*TASK DESCRIPTION*. Leaving nothing out, set down all the data exactly.

*** THE RECORDS ***

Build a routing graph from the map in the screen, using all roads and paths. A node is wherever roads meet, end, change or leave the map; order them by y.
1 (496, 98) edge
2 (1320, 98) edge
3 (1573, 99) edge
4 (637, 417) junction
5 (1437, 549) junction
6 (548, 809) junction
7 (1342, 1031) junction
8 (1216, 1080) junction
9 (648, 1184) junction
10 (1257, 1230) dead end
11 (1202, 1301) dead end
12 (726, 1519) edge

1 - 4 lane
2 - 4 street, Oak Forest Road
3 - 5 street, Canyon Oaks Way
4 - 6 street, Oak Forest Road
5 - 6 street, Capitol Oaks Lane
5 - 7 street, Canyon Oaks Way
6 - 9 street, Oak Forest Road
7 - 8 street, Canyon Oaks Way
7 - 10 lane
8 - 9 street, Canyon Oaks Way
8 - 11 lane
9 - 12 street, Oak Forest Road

*** End of THE RECORDS ***

*TASK ANSWER*.
Build a routing graph from the map in the screen, using all roads and paths. A node is wherever roads meet, end, change or leave the map; order them by y.
1 (496, 98) edge
2 (1320, 98) edge
3 (1573, 99) edge
4 (637, 417) junction
5 (1437, 549) junction
6 (548, 809) junction
7 (1342, 1031) junction
8 (1216, 1080) junction
9 (648, 1184) junction
10 (1257, 1230) dead end
11 (1202, 1301) dead end
12 (726, 1519) edge

1 - 4 lane
2 - 4 street, Oak Forest Road
3 - 5 street, Canyon Oaks Way
4 - 6 street, Oak Forest Road
5 - 6 street, Capitol Oaks Lane
5 - 7 street, Canyon Oaks Way
6 - 9 street, Oak Forest Road
7 - 8 street, Canyon Oaks Way
7 - 10 lane
8 - 9 street, Canyon Oaks Way
8 - 11 lane
9 - 12 street, Oak Forest Road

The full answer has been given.